A quick swish, and all-too-swiftly, the cold metal was gone once more. "You're blind," The voice stated, with a gentle undertone of surprise. "You've gotta come in here for a moment, kid. We need to get you fixed up," Ayden shook his head vigorously and swallowed down the pain, scrabbling to his feet, and standing, defiant as ever, with his hands on his hips.

"I got to get to school!" He said. "Mister, just give me my stick, please?" His voice was chilling. It was young, yes; but there was something there. Almost as if it was haunted, cold as metal with some chilling ethereal element tied to it, as if he were possessed. But looking into those faded grey eyes, the man the voice belonged to knew that this was nothing supernatural. He was alone. He felt alone. The purple-yellow patchwork welts and bruises on the side of his neck told a different story altogether. Was that the handiwork of bullies? Or... something worse, altogether?

The man frowned. "You're not going anywhere lookin' like that," He said, before reaching out to grasp the child's arm. "You need to get fixed up," He remembered what his mother had told him in one of her better moments, when she was walking, out of bed, and his father had left her able enough to speak. Never to follow strangers. Just politely pass them by. But panic surged through him as the child processed his words; looking like what?! How bad was it?!

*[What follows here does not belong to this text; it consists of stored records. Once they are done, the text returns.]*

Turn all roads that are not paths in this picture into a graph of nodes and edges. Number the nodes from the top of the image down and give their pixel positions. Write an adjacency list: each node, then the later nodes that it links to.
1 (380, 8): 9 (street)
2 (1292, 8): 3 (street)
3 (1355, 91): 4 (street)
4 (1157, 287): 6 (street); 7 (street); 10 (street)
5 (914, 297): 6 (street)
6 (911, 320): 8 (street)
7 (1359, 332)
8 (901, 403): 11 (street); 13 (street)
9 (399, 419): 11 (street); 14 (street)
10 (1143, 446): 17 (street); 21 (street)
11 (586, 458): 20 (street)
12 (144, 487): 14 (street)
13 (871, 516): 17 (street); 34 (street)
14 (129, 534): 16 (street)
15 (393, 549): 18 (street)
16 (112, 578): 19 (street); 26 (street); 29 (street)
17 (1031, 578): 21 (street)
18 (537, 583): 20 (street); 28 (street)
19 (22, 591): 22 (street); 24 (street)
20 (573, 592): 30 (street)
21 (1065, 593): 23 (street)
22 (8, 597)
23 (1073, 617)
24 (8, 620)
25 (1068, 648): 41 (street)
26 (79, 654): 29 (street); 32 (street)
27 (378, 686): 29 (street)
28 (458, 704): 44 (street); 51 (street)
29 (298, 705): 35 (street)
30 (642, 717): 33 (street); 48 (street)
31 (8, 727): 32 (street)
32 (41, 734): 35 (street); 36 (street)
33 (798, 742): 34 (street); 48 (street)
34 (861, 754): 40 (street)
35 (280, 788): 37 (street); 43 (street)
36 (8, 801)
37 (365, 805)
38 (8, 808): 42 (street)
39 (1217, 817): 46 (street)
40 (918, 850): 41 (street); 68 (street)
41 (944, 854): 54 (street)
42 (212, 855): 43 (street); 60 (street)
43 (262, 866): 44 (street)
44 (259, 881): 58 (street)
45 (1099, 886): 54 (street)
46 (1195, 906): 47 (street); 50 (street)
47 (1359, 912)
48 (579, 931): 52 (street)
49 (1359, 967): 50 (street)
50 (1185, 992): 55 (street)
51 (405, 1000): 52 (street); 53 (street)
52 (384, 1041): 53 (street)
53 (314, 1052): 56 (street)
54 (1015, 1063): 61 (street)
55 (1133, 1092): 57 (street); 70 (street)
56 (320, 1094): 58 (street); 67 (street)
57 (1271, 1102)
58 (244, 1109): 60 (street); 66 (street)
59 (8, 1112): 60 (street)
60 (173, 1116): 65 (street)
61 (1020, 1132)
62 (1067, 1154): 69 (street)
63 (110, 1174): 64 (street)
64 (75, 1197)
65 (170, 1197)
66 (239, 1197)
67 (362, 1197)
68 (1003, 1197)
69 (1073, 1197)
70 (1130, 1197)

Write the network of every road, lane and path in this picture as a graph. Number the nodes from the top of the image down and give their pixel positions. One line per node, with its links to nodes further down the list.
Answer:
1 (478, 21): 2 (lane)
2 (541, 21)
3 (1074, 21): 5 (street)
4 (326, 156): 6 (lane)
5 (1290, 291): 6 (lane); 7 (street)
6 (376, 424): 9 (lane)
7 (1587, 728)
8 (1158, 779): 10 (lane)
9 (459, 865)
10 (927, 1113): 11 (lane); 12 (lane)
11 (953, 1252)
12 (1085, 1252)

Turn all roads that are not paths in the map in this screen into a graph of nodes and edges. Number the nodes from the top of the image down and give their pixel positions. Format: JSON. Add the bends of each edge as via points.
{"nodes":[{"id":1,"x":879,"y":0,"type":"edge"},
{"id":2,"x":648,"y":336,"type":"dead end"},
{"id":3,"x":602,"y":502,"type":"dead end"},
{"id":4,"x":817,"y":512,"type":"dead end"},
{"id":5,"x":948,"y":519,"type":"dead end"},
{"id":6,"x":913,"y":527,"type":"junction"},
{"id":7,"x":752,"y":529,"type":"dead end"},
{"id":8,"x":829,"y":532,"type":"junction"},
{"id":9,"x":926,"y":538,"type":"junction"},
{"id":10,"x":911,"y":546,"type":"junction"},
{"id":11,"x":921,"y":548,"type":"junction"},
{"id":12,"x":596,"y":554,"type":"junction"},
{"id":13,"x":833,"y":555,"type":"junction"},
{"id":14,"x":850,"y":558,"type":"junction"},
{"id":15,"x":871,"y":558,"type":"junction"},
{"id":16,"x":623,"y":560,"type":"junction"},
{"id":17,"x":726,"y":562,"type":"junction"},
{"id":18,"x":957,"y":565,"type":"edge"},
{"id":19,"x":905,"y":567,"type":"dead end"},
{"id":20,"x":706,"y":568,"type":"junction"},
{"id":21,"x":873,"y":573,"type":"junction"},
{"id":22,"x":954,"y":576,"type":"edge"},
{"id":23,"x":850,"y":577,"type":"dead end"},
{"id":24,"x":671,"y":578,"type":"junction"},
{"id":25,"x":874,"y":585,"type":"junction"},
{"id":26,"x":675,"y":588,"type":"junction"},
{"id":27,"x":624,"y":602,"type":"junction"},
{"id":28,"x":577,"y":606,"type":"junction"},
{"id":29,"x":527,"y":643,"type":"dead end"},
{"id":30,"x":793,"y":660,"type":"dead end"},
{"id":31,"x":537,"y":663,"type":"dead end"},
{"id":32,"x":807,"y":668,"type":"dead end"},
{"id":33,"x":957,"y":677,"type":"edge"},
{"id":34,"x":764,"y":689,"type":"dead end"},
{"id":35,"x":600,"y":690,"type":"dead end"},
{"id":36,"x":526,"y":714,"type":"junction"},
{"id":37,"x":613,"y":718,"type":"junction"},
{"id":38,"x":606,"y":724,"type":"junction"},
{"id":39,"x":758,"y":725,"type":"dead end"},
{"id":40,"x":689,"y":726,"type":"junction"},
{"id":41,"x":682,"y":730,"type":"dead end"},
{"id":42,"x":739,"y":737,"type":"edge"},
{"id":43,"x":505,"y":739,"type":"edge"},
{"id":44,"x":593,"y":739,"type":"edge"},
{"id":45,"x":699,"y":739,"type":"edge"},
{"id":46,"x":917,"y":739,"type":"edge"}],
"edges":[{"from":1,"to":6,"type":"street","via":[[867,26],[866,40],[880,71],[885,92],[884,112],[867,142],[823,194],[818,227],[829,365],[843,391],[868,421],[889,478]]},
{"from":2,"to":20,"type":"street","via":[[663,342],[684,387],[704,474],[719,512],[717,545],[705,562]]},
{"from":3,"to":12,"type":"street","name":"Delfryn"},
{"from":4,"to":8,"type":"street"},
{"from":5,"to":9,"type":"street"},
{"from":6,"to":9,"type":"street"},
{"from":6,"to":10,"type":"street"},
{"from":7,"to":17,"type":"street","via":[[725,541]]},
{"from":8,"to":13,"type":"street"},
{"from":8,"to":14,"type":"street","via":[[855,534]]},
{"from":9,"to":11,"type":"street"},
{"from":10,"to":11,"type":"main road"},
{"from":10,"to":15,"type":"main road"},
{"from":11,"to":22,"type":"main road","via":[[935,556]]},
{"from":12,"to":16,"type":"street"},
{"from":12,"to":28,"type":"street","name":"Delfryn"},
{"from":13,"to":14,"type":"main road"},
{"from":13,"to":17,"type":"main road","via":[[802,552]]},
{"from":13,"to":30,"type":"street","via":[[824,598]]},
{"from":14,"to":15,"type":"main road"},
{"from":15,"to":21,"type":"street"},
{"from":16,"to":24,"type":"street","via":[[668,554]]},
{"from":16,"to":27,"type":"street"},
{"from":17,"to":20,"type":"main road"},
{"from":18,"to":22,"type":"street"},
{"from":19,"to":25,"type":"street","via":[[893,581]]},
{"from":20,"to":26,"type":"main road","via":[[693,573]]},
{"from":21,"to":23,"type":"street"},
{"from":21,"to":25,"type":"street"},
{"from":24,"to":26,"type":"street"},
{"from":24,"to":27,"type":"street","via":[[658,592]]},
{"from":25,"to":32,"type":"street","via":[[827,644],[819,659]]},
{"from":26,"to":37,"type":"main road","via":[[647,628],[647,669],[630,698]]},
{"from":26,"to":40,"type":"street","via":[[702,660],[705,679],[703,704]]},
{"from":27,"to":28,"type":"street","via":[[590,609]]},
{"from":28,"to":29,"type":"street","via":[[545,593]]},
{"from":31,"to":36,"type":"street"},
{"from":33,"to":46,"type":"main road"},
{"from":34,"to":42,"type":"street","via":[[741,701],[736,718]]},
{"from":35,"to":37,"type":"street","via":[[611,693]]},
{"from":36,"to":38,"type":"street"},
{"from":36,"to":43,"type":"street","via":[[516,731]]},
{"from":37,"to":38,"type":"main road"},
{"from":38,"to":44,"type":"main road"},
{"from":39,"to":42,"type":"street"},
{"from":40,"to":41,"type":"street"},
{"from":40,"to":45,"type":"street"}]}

"Is my face..." He couldn't bring himself to finish the words. Oh, no... images that he'd only read about, brushed over in his Braille books came fleeting and quickly to the front of his mind. Visceral descriptions of how skin had been scraped from bones, flesh torn away and stripped down to sinews, muscles, and tendons, like a working human basis. "Is it-" The man cut him off once more.

"Only a flesh wound, trooper," Another one of those hoarse chuckles. Ayden finally gave way, and wrenched his arm loose, following the man's footsteps as best he could, using his acute peripheral hearing to scrabble his way around. He felt unbalanced without his guidestick, still clamped in the man's hands. "C'mon. Only be a minute," Fear welled up within him as he continued to follow the man. Where... where was he taking him?

As they crossed the threshold and ascended a relatively tall step, the child and man quickly entered a room. The first thing that hit him was the warmth; the ambient backing track of a fireplace's crackling embers availed him as Ayden sucked in deep lungfuls of air, forgetting about the pain for just a moment. And that smell was the greatest that had ever passed into his nostrils. Strong. Musty. Papery. Familiar, yet amplified. Books.

"Where..." He could only tremble, reaching out with his hands like an explorer in uncharted territory, trying to keep his balance and slalom around vicious obstacles which would be child's play for those with vision. Without his guidestick, he was essentially useless; there was no point him going to school without it, anyway. The man had taken it, and, surprisingly, Ayden held no animosity; he wasn't a usual child. He understood that the man the voice belonged to wanted to help him. Begrudgingly, at least. "Where are we?" He finally managed to sputter out.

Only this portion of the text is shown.